TASK STATEMENT>
From the records below, give the number of lines that contain the string "casing", without any other text.

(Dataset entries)

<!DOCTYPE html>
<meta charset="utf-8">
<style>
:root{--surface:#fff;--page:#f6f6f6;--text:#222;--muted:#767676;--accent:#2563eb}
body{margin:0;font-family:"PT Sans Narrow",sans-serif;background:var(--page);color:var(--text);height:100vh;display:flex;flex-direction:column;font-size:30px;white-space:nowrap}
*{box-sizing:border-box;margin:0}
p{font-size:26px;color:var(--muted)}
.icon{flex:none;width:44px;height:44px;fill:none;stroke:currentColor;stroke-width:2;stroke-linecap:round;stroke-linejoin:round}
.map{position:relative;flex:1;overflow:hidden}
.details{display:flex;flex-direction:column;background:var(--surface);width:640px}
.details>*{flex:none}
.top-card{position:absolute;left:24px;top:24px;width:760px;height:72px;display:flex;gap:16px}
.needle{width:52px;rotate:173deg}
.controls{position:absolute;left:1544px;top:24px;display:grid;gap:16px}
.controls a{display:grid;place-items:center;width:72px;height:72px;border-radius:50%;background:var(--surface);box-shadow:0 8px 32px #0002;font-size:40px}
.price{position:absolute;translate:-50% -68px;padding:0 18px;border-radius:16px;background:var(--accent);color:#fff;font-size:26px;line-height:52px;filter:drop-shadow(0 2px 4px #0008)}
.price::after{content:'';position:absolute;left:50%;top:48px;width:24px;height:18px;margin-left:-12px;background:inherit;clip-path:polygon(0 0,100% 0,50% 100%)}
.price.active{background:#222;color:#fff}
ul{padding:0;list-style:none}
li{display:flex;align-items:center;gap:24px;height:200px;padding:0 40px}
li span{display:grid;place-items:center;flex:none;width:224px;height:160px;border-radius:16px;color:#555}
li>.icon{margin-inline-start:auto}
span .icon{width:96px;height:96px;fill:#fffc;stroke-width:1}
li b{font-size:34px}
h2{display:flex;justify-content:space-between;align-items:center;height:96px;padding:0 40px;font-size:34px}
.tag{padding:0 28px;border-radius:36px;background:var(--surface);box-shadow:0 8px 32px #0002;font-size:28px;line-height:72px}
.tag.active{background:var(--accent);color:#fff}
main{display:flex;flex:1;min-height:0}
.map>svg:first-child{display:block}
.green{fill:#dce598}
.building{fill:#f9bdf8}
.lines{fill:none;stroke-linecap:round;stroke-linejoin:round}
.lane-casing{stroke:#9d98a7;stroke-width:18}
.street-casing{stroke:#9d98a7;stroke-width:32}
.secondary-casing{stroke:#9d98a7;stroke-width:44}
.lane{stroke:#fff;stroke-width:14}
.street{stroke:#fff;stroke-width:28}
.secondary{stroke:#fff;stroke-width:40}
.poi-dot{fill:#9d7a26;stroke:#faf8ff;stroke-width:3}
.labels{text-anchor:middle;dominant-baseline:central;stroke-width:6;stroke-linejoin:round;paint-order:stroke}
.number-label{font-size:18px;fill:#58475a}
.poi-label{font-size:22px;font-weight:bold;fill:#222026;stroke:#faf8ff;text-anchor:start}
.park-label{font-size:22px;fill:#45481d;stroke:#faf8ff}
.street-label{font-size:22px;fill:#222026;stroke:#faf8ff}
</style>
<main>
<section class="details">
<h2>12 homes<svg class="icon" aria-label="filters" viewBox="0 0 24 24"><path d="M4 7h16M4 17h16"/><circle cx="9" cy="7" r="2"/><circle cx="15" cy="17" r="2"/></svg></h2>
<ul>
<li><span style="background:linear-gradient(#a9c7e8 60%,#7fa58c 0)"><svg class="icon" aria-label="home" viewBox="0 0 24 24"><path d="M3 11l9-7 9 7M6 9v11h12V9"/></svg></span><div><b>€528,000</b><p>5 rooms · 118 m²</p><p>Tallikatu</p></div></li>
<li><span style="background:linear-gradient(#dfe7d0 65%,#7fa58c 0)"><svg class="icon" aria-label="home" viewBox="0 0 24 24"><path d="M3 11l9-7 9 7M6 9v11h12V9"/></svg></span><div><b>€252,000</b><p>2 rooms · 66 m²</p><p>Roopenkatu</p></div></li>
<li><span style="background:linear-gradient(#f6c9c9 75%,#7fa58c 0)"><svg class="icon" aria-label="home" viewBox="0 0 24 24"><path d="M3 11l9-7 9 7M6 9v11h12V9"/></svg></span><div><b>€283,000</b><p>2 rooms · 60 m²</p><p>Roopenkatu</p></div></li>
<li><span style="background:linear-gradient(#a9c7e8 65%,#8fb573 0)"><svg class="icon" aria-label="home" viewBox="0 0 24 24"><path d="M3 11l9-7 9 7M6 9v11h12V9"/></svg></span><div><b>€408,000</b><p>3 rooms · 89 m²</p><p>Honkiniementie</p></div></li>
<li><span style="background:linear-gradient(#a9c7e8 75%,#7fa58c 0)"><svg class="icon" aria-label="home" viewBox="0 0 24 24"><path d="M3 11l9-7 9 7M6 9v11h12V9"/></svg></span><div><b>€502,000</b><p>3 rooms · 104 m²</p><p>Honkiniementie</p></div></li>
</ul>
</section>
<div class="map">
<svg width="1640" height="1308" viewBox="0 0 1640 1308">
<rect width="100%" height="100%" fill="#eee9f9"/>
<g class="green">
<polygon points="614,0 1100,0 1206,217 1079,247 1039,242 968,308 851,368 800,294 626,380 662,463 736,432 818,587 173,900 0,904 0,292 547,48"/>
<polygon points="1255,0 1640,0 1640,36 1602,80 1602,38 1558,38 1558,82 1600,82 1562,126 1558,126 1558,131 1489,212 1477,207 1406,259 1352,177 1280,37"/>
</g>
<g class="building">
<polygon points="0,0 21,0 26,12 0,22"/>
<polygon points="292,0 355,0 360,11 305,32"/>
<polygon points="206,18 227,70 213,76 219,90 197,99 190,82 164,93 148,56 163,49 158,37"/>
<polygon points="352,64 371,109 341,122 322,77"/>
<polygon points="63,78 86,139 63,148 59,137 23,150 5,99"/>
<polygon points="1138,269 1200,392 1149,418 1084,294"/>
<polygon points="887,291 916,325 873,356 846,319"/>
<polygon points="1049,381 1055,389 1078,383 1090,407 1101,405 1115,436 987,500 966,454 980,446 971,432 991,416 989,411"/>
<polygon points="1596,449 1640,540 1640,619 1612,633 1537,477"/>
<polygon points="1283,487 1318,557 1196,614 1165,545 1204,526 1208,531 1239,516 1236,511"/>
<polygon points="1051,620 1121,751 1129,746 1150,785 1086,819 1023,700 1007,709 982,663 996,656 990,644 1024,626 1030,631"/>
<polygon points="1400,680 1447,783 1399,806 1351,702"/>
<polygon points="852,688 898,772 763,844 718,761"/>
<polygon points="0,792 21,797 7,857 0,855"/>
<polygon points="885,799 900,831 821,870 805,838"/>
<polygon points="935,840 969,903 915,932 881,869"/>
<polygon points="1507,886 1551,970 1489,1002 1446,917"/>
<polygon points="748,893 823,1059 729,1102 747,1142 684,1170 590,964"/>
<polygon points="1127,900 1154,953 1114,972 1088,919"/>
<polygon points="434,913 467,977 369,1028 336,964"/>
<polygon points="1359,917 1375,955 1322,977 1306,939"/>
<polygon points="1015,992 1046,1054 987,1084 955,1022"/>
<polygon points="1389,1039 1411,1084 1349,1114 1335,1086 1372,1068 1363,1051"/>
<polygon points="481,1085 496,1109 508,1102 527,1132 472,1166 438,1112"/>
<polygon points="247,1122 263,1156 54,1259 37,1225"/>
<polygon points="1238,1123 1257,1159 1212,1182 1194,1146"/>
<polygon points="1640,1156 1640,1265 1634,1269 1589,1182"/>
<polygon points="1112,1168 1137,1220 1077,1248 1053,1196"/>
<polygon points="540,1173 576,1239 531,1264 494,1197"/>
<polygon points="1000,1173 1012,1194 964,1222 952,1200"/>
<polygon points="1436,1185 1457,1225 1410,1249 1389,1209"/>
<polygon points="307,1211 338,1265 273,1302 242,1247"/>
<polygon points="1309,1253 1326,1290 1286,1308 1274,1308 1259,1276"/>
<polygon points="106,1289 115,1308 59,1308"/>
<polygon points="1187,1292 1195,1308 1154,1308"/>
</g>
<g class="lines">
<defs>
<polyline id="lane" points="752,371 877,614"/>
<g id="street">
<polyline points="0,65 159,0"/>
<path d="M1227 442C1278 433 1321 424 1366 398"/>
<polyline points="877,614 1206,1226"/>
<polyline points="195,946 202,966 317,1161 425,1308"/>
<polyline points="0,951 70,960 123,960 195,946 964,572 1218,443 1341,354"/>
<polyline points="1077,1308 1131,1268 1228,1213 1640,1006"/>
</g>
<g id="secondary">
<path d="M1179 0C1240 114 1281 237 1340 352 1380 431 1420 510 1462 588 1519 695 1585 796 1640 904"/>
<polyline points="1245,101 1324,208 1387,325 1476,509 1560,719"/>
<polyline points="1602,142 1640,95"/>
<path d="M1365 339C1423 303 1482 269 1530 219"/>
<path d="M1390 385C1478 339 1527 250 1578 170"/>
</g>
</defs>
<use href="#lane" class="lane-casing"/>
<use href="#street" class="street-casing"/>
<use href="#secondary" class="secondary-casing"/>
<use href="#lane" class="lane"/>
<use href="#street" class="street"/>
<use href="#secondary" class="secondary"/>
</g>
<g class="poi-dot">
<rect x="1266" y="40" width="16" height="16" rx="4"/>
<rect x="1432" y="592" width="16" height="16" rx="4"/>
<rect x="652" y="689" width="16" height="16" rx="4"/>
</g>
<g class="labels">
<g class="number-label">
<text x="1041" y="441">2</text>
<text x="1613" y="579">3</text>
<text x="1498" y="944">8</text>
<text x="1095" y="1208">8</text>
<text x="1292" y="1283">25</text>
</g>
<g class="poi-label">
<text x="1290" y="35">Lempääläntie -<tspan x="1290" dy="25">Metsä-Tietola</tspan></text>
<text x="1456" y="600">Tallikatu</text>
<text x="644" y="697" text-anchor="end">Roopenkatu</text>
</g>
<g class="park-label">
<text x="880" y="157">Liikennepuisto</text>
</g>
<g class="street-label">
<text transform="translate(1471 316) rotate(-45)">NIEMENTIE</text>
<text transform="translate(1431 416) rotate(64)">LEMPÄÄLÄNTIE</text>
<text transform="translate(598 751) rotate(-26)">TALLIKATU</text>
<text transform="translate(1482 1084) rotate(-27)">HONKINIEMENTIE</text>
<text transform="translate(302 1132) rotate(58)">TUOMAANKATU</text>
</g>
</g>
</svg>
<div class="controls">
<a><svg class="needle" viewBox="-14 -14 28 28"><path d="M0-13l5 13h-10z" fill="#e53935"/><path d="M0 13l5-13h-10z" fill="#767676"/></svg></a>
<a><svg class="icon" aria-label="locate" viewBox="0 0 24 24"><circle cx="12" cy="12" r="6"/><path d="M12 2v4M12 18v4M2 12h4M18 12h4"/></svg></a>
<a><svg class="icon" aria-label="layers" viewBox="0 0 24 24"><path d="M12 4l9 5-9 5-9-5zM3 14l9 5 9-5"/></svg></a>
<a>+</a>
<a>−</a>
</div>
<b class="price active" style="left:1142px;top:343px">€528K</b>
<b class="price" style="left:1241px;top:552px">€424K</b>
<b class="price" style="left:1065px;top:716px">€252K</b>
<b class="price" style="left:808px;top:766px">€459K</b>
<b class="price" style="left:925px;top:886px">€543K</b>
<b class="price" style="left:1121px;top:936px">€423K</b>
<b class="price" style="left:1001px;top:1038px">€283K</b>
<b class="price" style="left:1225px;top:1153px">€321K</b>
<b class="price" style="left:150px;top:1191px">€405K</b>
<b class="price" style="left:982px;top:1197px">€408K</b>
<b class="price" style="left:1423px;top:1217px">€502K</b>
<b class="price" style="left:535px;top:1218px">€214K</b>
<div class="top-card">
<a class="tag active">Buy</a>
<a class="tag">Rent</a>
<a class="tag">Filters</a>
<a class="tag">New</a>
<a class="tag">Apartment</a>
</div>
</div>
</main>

THE COMPLETED TASK>
6